Exercise input>
┌──
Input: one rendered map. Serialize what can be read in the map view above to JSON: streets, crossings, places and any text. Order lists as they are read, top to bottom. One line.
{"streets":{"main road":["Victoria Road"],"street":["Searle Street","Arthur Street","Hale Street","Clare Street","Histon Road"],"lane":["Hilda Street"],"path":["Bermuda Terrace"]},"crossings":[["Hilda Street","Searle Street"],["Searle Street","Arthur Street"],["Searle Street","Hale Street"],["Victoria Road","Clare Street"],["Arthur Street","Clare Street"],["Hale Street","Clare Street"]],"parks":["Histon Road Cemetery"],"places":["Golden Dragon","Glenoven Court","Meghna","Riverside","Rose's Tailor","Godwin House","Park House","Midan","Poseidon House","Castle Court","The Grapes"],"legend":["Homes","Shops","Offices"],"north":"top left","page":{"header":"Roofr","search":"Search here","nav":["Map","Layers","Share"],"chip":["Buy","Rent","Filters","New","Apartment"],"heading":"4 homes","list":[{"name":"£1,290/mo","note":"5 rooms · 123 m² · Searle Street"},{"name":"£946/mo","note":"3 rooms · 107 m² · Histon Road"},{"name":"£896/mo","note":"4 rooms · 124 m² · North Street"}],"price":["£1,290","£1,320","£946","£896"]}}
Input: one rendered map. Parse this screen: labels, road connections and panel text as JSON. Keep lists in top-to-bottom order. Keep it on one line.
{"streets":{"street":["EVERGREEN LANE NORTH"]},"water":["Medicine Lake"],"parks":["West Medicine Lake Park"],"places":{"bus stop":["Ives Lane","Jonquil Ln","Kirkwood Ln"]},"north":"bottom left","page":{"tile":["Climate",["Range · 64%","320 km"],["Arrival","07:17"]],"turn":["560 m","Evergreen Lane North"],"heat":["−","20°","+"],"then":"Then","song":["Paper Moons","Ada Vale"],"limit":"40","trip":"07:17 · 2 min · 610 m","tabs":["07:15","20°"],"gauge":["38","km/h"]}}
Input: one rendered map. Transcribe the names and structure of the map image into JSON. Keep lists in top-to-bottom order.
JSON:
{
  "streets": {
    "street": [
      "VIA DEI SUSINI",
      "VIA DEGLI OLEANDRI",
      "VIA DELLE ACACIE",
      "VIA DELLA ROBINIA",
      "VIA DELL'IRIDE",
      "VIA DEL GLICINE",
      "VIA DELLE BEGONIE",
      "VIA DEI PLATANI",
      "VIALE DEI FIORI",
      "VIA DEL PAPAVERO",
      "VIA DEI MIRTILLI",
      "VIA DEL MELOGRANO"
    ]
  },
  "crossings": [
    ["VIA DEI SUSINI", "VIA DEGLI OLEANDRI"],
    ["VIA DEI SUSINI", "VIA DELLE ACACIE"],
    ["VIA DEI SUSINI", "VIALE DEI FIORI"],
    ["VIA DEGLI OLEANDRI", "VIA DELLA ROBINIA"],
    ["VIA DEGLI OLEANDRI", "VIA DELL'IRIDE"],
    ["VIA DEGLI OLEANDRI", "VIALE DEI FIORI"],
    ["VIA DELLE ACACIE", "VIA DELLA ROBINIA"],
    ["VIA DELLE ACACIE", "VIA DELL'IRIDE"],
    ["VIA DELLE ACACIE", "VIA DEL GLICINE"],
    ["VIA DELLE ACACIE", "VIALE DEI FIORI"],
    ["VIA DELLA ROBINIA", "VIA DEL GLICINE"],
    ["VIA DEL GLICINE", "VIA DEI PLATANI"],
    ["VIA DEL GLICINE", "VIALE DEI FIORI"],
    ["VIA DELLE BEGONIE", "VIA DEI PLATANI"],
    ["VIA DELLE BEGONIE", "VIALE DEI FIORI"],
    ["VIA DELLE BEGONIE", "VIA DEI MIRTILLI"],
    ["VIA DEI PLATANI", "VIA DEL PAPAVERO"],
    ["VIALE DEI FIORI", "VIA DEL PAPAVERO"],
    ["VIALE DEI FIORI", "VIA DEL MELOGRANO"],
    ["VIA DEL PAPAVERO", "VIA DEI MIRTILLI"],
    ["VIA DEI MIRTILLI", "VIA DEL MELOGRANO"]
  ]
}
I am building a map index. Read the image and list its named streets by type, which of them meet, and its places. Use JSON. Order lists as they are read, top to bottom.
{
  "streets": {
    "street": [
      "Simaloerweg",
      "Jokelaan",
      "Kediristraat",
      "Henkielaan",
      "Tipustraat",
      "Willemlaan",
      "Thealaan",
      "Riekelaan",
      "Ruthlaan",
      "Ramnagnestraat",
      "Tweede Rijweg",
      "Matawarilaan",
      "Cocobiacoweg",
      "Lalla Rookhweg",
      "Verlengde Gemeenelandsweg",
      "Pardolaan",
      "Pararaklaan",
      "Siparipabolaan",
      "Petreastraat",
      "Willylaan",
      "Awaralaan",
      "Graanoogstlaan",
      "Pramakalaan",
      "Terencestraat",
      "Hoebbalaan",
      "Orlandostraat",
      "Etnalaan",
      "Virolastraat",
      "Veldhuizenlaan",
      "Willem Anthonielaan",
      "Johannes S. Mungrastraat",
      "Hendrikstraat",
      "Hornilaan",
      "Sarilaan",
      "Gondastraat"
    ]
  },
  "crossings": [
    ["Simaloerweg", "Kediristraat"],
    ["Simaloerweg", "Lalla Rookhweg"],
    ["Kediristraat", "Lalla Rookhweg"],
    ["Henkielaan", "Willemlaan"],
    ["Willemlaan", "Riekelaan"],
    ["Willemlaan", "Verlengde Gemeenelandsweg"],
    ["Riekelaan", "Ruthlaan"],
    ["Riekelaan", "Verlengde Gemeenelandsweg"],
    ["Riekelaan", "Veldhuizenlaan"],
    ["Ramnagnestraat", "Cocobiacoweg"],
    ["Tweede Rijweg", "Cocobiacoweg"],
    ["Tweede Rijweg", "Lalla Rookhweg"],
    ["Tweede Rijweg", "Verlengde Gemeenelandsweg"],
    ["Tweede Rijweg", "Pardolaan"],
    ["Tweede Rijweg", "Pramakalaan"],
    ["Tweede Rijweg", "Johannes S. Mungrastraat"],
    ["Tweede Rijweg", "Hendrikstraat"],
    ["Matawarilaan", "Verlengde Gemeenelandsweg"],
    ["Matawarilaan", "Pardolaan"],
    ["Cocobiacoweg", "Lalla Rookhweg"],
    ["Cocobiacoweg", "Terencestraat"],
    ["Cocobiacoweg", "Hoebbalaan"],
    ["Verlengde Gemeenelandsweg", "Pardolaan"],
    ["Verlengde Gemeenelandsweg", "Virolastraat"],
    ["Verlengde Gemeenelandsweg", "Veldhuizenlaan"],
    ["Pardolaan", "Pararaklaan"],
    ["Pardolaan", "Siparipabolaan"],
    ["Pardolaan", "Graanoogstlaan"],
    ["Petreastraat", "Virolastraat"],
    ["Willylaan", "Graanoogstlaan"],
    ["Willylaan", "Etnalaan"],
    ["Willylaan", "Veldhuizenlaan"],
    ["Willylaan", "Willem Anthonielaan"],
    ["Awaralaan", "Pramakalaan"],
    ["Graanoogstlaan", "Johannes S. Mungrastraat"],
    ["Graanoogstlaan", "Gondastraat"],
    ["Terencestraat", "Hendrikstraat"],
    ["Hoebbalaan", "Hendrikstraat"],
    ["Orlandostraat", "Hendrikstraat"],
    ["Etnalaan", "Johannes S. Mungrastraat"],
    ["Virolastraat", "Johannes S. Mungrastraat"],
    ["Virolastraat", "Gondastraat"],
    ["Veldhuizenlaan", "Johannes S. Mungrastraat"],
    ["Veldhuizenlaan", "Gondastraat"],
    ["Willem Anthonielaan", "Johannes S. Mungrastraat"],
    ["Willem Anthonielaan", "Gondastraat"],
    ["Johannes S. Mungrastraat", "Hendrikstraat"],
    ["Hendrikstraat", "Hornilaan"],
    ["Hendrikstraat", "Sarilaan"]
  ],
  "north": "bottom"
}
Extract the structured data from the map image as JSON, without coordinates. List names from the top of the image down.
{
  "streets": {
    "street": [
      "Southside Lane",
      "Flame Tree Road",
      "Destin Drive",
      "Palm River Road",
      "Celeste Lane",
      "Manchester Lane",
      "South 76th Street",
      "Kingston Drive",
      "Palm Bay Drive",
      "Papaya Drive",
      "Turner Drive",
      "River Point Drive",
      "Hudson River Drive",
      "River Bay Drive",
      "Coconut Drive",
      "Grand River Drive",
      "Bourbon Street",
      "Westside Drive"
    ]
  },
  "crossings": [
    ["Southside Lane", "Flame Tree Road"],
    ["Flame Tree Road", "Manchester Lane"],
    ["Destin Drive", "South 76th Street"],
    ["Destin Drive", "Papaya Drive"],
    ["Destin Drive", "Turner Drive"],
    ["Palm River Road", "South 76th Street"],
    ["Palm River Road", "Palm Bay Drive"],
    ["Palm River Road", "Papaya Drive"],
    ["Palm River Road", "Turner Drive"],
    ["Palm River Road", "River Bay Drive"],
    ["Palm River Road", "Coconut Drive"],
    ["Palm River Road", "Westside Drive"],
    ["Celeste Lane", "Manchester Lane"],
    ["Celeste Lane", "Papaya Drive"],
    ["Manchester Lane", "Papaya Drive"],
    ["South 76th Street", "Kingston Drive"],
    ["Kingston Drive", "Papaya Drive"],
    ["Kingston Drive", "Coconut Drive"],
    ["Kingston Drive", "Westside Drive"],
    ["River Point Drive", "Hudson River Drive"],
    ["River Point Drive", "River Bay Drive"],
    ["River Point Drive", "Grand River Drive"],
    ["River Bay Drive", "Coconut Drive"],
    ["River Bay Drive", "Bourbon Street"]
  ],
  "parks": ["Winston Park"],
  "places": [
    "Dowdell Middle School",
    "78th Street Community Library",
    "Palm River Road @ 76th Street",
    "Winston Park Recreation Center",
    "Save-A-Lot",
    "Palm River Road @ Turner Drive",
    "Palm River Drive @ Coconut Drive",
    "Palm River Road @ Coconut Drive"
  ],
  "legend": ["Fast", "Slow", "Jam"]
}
└──
Your task> Scan the lines above for the word "text", then copy each line that has it.

Reply>
Input: one rendered map. Serialize what can be read in the map view above to JSON: streets, crossings, places and any text. Order lists as they are read, top to bottom. One line.
Input: one rendered map. Parse this screen: labels, road connections and panel text as JSON. Keep lists in top-to-bottom order. Keep it on one line.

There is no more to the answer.